### EXERCISE OBJECTIVE
Set the entries down once more, exactly as they are worded.

START SUPPLIED DATA

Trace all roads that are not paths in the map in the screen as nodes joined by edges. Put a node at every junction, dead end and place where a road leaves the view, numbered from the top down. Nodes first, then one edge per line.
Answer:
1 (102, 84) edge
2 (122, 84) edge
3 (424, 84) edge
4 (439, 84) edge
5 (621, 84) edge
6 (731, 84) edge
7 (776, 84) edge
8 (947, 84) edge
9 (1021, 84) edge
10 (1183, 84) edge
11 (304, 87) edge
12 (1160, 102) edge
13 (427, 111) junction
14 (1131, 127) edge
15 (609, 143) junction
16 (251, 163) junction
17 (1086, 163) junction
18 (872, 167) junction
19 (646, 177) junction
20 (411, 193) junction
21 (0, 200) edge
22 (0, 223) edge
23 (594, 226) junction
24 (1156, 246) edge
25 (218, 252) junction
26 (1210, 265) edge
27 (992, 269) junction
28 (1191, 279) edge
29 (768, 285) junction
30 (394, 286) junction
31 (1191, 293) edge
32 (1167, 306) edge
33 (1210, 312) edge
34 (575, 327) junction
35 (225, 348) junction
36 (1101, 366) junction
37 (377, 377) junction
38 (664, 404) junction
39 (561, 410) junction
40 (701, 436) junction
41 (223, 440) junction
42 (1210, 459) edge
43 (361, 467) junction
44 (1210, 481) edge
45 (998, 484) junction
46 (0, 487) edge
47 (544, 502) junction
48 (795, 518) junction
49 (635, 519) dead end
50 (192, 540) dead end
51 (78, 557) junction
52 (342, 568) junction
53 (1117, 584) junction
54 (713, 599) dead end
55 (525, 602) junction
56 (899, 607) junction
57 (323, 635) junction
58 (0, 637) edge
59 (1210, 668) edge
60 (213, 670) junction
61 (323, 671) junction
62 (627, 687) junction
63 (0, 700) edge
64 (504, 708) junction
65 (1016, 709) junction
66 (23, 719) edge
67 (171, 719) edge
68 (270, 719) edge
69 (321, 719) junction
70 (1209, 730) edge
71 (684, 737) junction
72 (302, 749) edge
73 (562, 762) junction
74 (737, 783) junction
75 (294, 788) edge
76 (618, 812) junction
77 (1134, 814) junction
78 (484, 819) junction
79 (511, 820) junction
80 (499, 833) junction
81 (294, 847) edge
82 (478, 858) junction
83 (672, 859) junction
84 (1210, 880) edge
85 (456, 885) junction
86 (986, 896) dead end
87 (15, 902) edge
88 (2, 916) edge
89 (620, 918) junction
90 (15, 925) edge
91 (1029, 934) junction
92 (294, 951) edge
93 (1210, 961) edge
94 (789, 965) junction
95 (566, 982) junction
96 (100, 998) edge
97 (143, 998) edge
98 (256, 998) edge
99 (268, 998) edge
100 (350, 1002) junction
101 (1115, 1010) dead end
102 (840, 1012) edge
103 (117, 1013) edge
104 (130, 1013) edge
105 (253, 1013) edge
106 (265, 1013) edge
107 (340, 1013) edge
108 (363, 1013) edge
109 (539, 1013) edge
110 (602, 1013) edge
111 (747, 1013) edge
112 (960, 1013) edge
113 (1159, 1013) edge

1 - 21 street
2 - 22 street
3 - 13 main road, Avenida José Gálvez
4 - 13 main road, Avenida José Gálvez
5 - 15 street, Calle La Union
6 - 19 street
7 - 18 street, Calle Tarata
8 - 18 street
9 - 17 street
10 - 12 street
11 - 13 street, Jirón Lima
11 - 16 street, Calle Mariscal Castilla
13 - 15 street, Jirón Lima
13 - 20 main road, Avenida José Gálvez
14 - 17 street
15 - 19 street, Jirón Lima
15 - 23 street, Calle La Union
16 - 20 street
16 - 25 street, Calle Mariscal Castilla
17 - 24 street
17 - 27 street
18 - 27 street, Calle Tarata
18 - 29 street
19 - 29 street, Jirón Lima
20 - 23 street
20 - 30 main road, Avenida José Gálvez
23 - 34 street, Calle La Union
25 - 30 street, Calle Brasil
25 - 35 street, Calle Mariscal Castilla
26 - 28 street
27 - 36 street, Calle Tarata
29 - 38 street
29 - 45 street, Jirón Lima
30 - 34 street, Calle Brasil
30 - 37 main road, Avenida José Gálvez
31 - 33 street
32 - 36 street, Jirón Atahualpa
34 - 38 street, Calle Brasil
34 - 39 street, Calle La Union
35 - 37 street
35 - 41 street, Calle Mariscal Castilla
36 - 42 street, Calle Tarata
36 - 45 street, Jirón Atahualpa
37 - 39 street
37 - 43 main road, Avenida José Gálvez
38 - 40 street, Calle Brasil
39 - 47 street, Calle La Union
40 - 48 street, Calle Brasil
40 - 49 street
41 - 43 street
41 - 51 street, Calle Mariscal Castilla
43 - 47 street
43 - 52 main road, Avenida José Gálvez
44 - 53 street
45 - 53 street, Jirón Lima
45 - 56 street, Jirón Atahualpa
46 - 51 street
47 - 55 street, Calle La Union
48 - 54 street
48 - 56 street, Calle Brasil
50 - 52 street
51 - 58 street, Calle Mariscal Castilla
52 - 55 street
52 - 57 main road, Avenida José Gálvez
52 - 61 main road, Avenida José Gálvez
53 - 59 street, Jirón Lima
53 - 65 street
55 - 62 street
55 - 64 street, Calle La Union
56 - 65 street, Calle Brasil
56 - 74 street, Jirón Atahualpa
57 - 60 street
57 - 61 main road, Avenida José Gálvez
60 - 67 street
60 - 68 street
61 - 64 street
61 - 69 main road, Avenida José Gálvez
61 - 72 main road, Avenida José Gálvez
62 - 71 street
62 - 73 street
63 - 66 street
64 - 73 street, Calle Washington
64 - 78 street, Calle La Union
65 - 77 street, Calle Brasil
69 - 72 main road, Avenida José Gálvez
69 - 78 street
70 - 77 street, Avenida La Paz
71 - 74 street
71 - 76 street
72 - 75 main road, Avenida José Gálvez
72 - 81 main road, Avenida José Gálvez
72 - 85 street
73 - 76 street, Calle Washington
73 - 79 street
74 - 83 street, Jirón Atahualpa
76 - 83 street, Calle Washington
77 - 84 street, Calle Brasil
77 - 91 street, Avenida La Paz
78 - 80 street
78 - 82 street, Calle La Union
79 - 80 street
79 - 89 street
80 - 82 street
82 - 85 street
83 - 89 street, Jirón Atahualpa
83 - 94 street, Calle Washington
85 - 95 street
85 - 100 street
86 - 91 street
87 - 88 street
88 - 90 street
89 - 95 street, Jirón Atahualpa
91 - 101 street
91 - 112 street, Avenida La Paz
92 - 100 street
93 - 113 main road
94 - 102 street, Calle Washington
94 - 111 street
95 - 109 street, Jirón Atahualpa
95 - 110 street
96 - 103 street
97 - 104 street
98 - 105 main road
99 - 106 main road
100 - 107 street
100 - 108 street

END SUPPLIED DATA

### ANSWER TO THIS PROBLEM
Trace all roads that are not paths in the map in the screen as nodes joined by edges. Put a node at every junction, dead end and place where a road leaves the view, numbered from the top down. Nodes first, then one edge per line.
Answer:
1 (102, 84) edge
2 (122, 84) edge
3 (424, 84) edge
4 (439, 84) edge
5 (621, 84) edge
6 (731, 84) edge
7 (776, 84) edge
8 (947, 84) edge
9 (1021, 84) edge
10 (1183, 84) edge
11 (304, 87) edge
12 (1160, 102) edge
13 (427, 111) junction
14 (1131, 127) edge
15 (609, 143) junction
16 (251, 163) junction
17 (1086, 163) junction
18 (872, 167) junction
19 (646, 177) junction
20 (411, 193) junction
21 (0, 200) edge
22 (0, 223) edge
23 (594, 226) junction
24 (1156, 246) edge
25 (218, 252) junction
26 (1210, 265) edge
27 (992, 269) junction
28 (1191, 279) edge
29 (768, 285) junction
30 (394, 286) junction
31 (1191, 293) edge
32 (1167, 306) edge
33 (1210, 312) edge
34 (575, 327) junction
35 (225, 348) junction
36 (1101, 366) junction
37 (377, 377) junction
38 (664, 404) junction
39 (561, 410) junction
40 (701, 436) junction
41 (223, 440) junction
42 (1210, 459) edge
43 (361, 467) junction
44 (1210, 481) edge
45 (998, 484) junction
46 (0, 487) edge
47 (544, 502) junction
48 (795, 518) junction
49 (635, 519) dead end
50 (192, 540) dead end
51 (78, 557) junction
52 (342, 568) junction
53 (1117, 584) junction
54 (713, 599) dead end
55 (525, 602) junction
56 (899, 607) junction
57 (323, 635) junction
58 (0, 637) edge
59 (1210, 668) edge
60 (213, 670) junction
61 (323, 671) junction
62 (627, 687) junction
63 (0, 700) edge
64 (504, 708) junction
65 (1016, 709) junction
66 (23, 719) edge
67 (171, 719) edge
68 (270, 719) edge
69 (321, 719) junction
70 (1209, 730) edge
71 (684, 737) junction
72 (302, 749) edge
73 (562, 762) junction
74 (737, 783) junction
75 (294, 788) edge
76 (618, 812) junction
77 (1134, 814) junction
78 (484, 819) junction
79 (511, 820) junction
80 (499, 833) junction
81 (294, 847) edge
82 (478, 858) junction
83 (672, 859) junction
84 (1210, 880) edge
85 (456, 885) junction
86 (986, 896) dead end
87 (15, 902) edge
88 (2, 916) edge
89 (620, 918) junction
90 (15, 925) edge
91 (1029, 934) junction
92 (294, 951) edge
93 (1210, 961) edge
94 (789, 965) junction
95 (566, 982) junction
96 (100, 998) edge
97 (143, 998) edge
98 (256, 998) edge
99 (268, 998) edge
100 (350, 1002) junction
101 (1115, 1010) dead end
102 (840, 1012) edge
103 (117, 1013) edge
104 (130, 1013) edge
105 (253, 1013) edge
106 (265, 1013) edge
107 (340, 1013) edge
108 (363, 1013) edge
109 (539, 1013) edge
110 (602, 1013) edge
111 (747, 1013) edge
112 (960, 1013) edge
113 (1159, 1013) edge

1 - 21 street
2 - 22 street
3 - 13 main road, Avenida José Gálvez
4 - 13 main road, Avenida José Gálvez
5 - 15 street, Calle La Union
6 - 19 street
7 - 18 street, Calle Tarata
8 - 18 street
9 - 17 street
10 - 12 street
11 - 13 street, Jirón Lima
11 - 16 street, Calle Mariscal Castilla
13 - 15 street, Jirón Lima
13 - 20 main road, Avenida José Gálvez
14 - 17 street
15 - 19 street, Jirón Lima
15 - 23 street, Calle La Union
16 - 20 street
16 - 25 street, Calle Mariscal Castilla
17 - 24 street
17 - 27 street
18 - 27 street, Calle Tarata
18 - 29 street
19 - 29 street, Jirón Lima
20 - 23 street
20 - 30 main road, Avenida José Gálvez
23 - 34 street, Calle La Union
25 - 30 street, Calle Brasil
25 - 35 street, Calle Mariscal Castilla
26 - 28 street
27 - 36 street, Calle Tarata
29 - 38 street
29 - 45 street, Jirón Lima
30 - 34 street, Calle Brasil
30 - 37 main road, Avenida José Gálvez
31 - 33 street
32 - 36 street, Jirón Atahualpa
34 - 38 street, Calle Brasil
34 - 39 street, Calle La Union
35 - 37 street
35 - 41 street, Calle Mariscal Castilla
36 - 42 street, Calle Tarata
36 - 45 street, Jirón Atahualpa
37 - 39 street
37 - 43 main road, Avenida José Gálvez
38 - 40 street, Calle Brasil
39 - 47 street, Calle La Union
40 - 48 street, Calle Brasil
40 - 49 street
41 - 43 street
41 - 51 street, Calle Mariscal Castilla
43 - 47 street
43 - 52 main road, Avenida José Gálvez
44 - 53 street
45 - 53 street, Jirón Lima
45 - 56 street, Jirón Atahualpa
46 - 51 street
47 - 55 street, Calle La Union
48 - 54 street
48 - 56 street, Calle Brasil
50 - 52 street
51 - 58 street, Calle Mariscal Castilla
52 - 55 street
52 - 57 main road, Avenida José Gálvez
52 - 61 main road, Avenida José Gálvez
53 - 59 street, Jirón Lima
53 - 65 street
55 - 62 street
55 - 64 street, Calle La Union
56 - 65 street, Calle Brasil
56 - 74 street, Jirón Atahualpa
57 - 60 street
57 - 61 main road, Avenida José Gálvez
60 - 67 street
60 - 68 street
61 - 64 street
61 - 69 main road, Avenida José Gálvez
61 - 72 main road, Avenida José Gálvez
62 - 71 street
62 - 73 street
63 - 66 street
64 - 73 street, Calle Washington
64 - 78 street, Calle La Union
65 - 77 street, Calle Brasil
69 - 72 main road, Avenida José Gálvez
69 - 78 street
70 - 77 street, Avenida La Paz
71 - 74 street
71 - 76 street
72 - 75 main road, Avenida José Gálvez
72 - 81 main road, Avenida José Gálvez
72 - 85 street
73 - 76 street, Calle Washington
73 - 79 street
74 - 83 street, Jirón Atahualpa
76 - 83 street, Calle Washington
77 - 84 street, Calle Brasil
77 - 91 street, Avenida La Paz
78 - 80 street
78 - 82 street, Calle La Union
79 - 80 street
79 - 89 street
80 - 82 street
82 - 85 street
83 - 89 street, Jirón Atahualpa
83 - 94 street, Calle Washington
85 - 95 street
85 - 100 street
86 - 91 street
87 - 88 street
88 - 90 street
89 - 95 street, Jirón Atahualpa
91 - 101 street
91 - 112 street, Avenida La Paz
92 - 100 street
93 - 113 main road
94 - 102 street, Calle Washington
94 - 111 street
95 - 109 street, Jirón Atahualpa
95 - 110 street
96 - 103 street
97 - 104 street
98 - 105 main road
99 - 106 main road
100 - 107 street
100 - 108 street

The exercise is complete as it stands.